Justice Savaged Again
In the October 9 Los Angeles Times Magazine, David
Savage's cover story "Lone Justice" reprised the "silent,
aloof and frequently dogmatic" Justice Clarence Thomas. Savage
rehashed the old thesis of how an agenda-wielding right-winger in
compassionate clothing lied his way onto the Supreme Court.

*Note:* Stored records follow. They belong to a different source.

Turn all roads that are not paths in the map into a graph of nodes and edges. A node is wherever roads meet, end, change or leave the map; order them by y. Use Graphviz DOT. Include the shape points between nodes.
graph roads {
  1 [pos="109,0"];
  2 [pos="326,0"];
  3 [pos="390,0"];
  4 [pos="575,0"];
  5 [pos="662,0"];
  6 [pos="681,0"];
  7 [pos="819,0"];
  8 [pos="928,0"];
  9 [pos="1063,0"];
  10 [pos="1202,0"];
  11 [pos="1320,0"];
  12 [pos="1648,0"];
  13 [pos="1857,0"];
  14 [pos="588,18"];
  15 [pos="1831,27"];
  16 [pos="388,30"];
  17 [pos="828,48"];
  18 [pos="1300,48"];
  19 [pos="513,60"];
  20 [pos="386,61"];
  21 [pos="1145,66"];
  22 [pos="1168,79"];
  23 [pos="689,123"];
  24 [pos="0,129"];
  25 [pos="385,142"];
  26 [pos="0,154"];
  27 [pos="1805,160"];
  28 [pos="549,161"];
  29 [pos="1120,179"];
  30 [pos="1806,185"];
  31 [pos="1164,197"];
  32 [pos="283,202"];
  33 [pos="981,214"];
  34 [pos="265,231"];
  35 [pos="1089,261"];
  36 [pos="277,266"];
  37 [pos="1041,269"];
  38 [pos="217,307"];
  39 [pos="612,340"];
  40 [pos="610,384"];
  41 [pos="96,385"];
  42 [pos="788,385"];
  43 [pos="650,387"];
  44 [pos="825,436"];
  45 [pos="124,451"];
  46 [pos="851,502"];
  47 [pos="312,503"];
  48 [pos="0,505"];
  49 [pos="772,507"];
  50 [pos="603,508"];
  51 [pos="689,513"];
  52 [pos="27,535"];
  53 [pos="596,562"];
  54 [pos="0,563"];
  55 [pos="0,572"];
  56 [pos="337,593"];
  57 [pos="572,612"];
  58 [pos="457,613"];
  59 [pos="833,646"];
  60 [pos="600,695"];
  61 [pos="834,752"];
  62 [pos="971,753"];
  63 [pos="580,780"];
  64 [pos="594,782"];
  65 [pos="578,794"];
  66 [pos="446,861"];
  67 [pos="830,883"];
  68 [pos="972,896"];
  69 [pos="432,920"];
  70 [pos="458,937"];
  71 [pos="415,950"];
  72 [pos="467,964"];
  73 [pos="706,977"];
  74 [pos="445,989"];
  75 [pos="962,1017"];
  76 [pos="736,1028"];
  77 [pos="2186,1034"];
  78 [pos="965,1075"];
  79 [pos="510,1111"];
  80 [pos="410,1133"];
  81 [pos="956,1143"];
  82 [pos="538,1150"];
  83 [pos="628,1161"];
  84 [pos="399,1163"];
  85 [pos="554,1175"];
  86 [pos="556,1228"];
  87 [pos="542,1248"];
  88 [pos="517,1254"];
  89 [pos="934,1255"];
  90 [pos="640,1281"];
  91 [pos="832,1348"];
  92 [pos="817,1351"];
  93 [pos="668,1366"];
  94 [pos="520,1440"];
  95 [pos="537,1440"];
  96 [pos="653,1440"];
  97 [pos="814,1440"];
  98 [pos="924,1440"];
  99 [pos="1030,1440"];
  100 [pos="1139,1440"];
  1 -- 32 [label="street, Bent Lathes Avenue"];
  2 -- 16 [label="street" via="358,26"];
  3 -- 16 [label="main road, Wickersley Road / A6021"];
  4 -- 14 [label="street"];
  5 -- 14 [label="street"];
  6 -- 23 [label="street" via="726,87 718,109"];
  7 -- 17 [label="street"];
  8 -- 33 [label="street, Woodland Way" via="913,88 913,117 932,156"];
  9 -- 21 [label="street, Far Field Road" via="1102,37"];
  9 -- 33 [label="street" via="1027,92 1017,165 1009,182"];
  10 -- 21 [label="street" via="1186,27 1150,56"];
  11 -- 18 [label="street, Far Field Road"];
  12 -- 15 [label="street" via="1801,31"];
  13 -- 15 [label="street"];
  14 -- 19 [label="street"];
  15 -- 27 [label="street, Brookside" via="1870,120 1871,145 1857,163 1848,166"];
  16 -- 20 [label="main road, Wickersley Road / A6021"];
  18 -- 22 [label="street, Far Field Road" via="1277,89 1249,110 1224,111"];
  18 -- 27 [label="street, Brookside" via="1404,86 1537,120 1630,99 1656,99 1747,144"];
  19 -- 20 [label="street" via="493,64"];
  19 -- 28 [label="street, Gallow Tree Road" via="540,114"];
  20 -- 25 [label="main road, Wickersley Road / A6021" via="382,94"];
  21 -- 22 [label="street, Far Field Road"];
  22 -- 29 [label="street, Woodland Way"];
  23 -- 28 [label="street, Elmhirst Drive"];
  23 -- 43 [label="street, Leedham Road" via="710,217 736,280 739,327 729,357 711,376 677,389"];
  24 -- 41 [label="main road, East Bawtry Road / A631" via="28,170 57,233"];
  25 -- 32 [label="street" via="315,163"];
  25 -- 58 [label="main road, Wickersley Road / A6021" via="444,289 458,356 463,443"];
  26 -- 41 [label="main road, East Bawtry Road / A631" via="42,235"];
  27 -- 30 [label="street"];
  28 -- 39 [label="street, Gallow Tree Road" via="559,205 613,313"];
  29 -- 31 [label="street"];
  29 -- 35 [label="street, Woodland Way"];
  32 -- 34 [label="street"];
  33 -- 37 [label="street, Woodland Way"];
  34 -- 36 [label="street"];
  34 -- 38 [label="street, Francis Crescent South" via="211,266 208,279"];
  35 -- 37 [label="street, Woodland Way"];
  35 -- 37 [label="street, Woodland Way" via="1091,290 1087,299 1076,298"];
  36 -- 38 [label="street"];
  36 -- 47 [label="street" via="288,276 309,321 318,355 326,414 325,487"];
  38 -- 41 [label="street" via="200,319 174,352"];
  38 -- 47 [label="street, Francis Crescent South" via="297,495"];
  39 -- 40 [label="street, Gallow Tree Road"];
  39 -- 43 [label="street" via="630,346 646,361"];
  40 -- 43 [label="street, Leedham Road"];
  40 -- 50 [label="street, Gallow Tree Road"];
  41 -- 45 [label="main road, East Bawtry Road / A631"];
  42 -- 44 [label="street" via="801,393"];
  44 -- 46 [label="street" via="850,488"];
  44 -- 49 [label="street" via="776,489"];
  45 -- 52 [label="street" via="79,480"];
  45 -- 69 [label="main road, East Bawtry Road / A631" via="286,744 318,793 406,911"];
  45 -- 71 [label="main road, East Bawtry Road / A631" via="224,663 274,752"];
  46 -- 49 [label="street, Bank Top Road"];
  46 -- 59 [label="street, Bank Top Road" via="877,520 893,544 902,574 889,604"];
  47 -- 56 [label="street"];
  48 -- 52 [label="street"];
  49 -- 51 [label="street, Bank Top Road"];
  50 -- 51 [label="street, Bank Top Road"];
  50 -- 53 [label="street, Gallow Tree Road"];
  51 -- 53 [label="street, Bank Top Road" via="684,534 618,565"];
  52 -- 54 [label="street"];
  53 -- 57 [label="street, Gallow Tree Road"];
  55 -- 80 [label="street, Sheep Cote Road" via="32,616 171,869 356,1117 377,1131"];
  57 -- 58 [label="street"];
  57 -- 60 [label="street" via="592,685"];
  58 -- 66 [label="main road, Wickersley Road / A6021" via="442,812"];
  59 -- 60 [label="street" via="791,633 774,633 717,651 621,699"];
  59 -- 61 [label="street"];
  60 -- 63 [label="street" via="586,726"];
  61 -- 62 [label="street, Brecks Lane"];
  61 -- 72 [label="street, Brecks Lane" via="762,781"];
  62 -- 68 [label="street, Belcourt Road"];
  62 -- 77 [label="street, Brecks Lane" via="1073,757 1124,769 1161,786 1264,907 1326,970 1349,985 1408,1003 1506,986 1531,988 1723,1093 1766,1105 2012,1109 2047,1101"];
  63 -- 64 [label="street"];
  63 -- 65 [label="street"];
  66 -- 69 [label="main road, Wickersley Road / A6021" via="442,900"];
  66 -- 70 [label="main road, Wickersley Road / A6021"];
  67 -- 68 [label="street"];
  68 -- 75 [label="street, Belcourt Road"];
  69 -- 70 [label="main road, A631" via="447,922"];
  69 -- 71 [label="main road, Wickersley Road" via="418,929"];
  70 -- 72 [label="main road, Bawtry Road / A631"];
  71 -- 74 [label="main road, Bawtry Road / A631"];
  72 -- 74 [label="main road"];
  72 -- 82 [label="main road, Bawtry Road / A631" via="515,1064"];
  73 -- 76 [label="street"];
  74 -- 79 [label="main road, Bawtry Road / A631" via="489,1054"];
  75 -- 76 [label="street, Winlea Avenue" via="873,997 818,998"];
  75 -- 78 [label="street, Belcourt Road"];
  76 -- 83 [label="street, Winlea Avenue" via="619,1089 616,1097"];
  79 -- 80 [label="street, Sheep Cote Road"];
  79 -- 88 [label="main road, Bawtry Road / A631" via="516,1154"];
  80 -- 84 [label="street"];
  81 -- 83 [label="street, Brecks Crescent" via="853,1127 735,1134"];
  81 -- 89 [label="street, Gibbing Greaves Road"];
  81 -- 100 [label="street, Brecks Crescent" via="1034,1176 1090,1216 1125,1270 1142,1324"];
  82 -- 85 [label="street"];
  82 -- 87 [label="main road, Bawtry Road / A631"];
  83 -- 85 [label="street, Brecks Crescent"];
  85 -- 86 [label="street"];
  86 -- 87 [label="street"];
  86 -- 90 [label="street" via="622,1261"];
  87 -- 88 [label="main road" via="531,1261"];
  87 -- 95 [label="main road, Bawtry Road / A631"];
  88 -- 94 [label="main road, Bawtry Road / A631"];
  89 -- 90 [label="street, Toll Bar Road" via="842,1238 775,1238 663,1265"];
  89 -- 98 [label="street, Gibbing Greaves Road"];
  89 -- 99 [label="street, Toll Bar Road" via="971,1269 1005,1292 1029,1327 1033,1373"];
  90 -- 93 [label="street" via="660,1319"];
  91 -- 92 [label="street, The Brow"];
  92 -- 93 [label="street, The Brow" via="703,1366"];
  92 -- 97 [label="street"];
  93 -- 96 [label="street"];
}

Savage wrote that after his confirmation
hearings, "Thomas retreated into the silence that protects a judge
who is even more rigid and dogmatic than his opponents feared. He has
compiled the most conservative record on a conservative court and
lambasted his opponents for refusing to go further in changing the
law.... Some had expected him to show a special sensitivity because of
his background, but instead he urged the court to overturn past rulings
favoring blacks."
So how did Thomas, who "staked out a
position on the far right," secure his seat? By misleading the
Senate, of course. "There is ample reason to believe that he did
not honestly describe his legal views in his testimony before the
Judiciary Committee." Savage quoted University of Virginia law
professor Pamela Karlan: "He's shown no capacity for growth....He
clearly lied to them about legal issues. I think he perjured
himself" when he said he hadn't discussed the legal issues behind Roe
v. Wade. We await Savage's analysis of how David Souter's liberal
record corresponds to his conservative confirmation statements.
Denver Disaster
In a fully-built, but yet to be opened, Denver International Airport has
again become news, but the media continue to ignore the role of DIA's
biggest backer, former Denver mayor and current Transportation Secretary
Federico Pena. In an October 18 CBS Evening News report, Bob
McNamara cited a "baggage system savaging suitcases, runways that
are cracked, and questionable contract awarding...the litany of problems
has led to [FBI and GAO] investigations." He concluded: "The
new airport has become an expensive reminder that the old airport wasn't
so bad." McNamara never mentioned Pena, but in the December 1993 American
Spectator, Michael Fumento revealed Pena's opposition to an airport
referendum, and his cronyism in awarding contracts. Though Clinton in
nominating Pena declared "his legacy includes the new Denver
International Airport," reporters continue to ignore Pena's role.
Disclaimeritis
CBS, which hypes links between pesticides and cancer, took another angle
when a new study suggested abortions lead to an increased cancer risk.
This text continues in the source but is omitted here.